NOTE C - INVENTORIES
Inventories are stated at the lower of cost or market. Cost is determined based on weighted average cost, which approximates the first-in, first-out (FIFO) method. Market is replacement cost or net realizable value. The Company estimates reserves for inventory obsolescence based upon management’s judgment of future realization. Inventories were comprised of the following (in thousands):
June 30, 2008 | December 31, 2007 | |||||||
Raw materials | $ | 929 | $ | 756 | ||||
Work in process | 1,088 | 1,175 | ||||||
Finished goods | 729 | 709 | ||||||
2,746 | 2,640 | |||||||
Allowance for obsolete inventory | (82 | ) | (110 | ) | ||||
Total | $ | 2,664 | $ | 2,530 |
NOTE D – FAIR VALUE
Effective January 1, 2008, the Company adopted SFAS No. 157, which defines fair value as the exchange price that would be received for an asset or paid to transfer a liability (an exit price) in the principal or most advantageous market for the asset or liability in an orderly transaction between market participants at the measurement date. SFAS No. 157 establishes a three-level fair value hierarchy that prioritizes the inputs used to measure fair value. This hierarchy requires entities to maximize the use of observable inputs and minimize the use of unobservable inputs. The three levels of inputs used to measure fair value are as follows:
• Level 1 — Quoted prices in active markets for identical assets or liabilities.

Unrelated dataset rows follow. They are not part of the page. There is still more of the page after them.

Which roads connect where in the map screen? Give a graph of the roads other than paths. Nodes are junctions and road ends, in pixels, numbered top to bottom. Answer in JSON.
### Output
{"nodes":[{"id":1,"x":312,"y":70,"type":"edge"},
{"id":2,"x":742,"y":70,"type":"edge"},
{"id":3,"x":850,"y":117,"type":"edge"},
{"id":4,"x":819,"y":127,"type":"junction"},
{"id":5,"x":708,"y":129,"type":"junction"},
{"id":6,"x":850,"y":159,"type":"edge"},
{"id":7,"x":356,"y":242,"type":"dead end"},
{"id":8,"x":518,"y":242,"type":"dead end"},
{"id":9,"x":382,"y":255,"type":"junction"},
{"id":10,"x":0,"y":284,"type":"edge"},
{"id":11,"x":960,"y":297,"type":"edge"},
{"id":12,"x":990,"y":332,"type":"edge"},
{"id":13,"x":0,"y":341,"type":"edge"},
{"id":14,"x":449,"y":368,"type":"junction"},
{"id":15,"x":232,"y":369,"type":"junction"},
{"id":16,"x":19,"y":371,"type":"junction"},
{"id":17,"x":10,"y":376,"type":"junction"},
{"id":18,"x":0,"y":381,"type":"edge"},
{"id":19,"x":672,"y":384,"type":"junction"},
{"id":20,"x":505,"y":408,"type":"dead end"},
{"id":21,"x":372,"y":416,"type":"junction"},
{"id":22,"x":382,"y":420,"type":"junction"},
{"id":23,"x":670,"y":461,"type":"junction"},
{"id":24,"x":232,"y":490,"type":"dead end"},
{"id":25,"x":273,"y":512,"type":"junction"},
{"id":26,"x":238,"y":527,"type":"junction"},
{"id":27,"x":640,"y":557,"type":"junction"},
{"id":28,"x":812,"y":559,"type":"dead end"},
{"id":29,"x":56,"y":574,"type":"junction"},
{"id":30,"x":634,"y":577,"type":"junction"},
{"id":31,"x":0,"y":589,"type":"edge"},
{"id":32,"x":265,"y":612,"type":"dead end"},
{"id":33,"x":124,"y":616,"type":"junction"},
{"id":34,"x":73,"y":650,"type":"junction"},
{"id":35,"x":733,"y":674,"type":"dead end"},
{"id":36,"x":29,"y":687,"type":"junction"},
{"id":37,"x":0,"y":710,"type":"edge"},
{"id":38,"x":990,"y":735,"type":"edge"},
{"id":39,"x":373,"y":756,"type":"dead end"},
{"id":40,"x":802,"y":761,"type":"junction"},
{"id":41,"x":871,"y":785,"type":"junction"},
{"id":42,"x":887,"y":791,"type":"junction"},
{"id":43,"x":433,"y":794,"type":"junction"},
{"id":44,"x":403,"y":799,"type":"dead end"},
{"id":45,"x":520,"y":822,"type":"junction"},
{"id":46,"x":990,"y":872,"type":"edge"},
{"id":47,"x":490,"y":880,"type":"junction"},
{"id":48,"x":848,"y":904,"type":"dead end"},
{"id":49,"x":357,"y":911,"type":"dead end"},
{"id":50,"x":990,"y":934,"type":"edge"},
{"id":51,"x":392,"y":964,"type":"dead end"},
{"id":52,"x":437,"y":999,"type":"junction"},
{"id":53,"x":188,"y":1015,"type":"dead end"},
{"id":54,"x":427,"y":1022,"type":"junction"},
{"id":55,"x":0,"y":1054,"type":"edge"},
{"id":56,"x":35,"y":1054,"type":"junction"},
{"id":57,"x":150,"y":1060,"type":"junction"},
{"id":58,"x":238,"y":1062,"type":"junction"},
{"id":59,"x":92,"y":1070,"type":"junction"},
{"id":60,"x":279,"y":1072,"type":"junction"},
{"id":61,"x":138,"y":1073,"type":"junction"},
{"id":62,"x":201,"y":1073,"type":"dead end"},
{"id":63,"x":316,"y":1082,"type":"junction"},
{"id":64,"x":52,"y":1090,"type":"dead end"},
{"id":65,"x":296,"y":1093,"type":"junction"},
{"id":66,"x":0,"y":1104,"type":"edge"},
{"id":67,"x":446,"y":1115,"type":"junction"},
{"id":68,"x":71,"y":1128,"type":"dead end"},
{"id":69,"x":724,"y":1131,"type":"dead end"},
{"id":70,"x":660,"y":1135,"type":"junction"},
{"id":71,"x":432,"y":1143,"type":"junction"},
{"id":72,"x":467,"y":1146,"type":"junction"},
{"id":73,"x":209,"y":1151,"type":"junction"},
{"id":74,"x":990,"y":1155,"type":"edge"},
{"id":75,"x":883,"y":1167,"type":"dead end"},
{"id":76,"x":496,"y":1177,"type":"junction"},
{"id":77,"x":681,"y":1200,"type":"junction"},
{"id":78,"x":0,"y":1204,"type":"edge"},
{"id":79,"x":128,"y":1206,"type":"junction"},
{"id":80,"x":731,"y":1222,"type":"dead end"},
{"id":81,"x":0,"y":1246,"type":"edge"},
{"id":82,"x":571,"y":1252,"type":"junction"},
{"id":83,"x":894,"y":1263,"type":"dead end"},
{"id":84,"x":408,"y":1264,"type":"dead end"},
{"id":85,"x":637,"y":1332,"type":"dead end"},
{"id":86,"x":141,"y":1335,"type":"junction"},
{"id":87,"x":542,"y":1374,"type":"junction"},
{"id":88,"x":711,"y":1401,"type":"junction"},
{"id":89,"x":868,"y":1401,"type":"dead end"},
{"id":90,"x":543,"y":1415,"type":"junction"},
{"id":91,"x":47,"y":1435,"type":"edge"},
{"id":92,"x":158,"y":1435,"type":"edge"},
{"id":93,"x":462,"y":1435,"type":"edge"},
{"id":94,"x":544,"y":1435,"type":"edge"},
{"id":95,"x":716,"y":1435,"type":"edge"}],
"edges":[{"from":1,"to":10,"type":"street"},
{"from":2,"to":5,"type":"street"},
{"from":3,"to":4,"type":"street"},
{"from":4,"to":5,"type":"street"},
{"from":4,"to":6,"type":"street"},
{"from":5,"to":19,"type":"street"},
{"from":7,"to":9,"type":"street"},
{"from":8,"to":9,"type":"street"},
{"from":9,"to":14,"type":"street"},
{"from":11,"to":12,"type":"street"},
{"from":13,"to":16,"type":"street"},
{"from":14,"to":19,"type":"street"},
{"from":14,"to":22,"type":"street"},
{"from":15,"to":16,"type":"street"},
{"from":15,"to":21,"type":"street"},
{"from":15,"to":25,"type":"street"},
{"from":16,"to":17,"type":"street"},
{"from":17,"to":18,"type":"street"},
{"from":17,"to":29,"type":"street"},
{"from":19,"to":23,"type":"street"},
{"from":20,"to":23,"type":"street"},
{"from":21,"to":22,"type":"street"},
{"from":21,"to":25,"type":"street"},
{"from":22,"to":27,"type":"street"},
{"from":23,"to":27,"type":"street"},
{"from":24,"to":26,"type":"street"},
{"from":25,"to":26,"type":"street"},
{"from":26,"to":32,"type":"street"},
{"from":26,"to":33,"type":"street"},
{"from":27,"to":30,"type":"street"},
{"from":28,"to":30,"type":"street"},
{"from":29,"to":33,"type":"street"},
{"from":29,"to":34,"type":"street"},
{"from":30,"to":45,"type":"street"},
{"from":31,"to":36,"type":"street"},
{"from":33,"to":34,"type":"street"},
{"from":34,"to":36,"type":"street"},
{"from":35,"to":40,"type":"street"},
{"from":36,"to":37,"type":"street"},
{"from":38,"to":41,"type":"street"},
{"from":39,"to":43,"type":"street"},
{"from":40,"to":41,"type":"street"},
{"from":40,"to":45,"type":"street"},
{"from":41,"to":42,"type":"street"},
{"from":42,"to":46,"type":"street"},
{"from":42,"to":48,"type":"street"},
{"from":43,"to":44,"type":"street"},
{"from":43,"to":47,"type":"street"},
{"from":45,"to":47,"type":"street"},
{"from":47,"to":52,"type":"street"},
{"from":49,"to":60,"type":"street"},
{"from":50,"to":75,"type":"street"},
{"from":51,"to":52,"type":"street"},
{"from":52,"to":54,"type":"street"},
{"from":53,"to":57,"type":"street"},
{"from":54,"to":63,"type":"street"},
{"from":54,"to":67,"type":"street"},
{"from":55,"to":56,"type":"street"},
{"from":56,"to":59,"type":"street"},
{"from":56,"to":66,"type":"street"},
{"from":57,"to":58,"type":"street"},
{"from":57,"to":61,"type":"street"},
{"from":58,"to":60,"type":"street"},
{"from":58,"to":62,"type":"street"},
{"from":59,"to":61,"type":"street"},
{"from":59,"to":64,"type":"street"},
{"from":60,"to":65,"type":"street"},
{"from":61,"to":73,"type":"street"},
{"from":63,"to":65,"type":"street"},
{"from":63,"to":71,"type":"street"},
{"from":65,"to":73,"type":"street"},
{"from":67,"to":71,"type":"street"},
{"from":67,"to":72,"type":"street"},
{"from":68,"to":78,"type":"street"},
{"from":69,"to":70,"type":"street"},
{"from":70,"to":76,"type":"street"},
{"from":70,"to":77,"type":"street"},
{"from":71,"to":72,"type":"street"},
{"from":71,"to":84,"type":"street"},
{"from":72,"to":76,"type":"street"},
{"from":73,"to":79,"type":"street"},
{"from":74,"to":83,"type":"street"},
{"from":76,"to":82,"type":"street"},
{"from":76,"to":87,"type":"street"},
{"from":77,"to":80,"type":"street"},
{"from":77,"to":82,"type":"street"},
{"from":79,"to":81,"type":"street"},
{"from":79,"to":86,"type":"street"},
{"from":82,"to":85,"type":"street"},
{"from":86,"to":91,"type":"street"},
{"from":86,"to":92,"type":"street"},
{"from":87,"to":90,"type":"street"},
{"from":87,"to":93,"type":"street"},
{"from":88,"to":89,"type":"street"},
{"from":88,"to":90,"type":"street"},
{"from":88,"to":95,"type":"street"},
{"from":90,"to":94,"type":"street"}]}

• Level 2 — Observable inputs other than quoted prices included in Level 1, such as quoted prices for similar assets and liabilities in active markets; quoted prices for identical or similar assets and liabilities in markets that are not active; or other inputs that are observable or can be corroborated by observable market data.
• Level 3 — Unobservable inputs that are supported by little or no market activity and that are significant to the fair value of the assets or liabilities. This includes certain pricing models, discounted cash flow methodologies and similar techniques that use significant unobservable inputs.
The Company's adoption of SFAS No. 157 for its financial assets and liabilities did not have a material impact on its consolidated financial statements. The Company has segregated all financial assets and liabilities that are measured at fair value on a recurring basis (at least annually) into the most appropriate level within the fair value hierarchy based on the inputs used to determine the fair value at the measurement date in the table below. FSP FAS 157-2 delayed the effective date for all nonfinancial assets and liabilities until January 1, 2009, except those that are recognized or disclosed at fair value in the financial statements on a recurring basis.
The Company’s assets measured at fair value on a recurring basis subject to the disclosure requirements of SFAS 157 at June 30, 2008 were as follows (in thousands):
Quoted Prices in Active Markets (Level 1) | Significant Other Observable Inputs (Level 2) | Significant Unobservable Inputs (Level 3) | Total | |||||||||||||
Marketable securities | $ | 2,017 | $ | - | $ | - | $ | 2,017 | ||||||||
NOTE E – SUBSEQUENT EVENT
On July 28, 2008, Theragenics Corporation purchased all of the outstanding common stock of NeedleTech for $47.8 million in cash.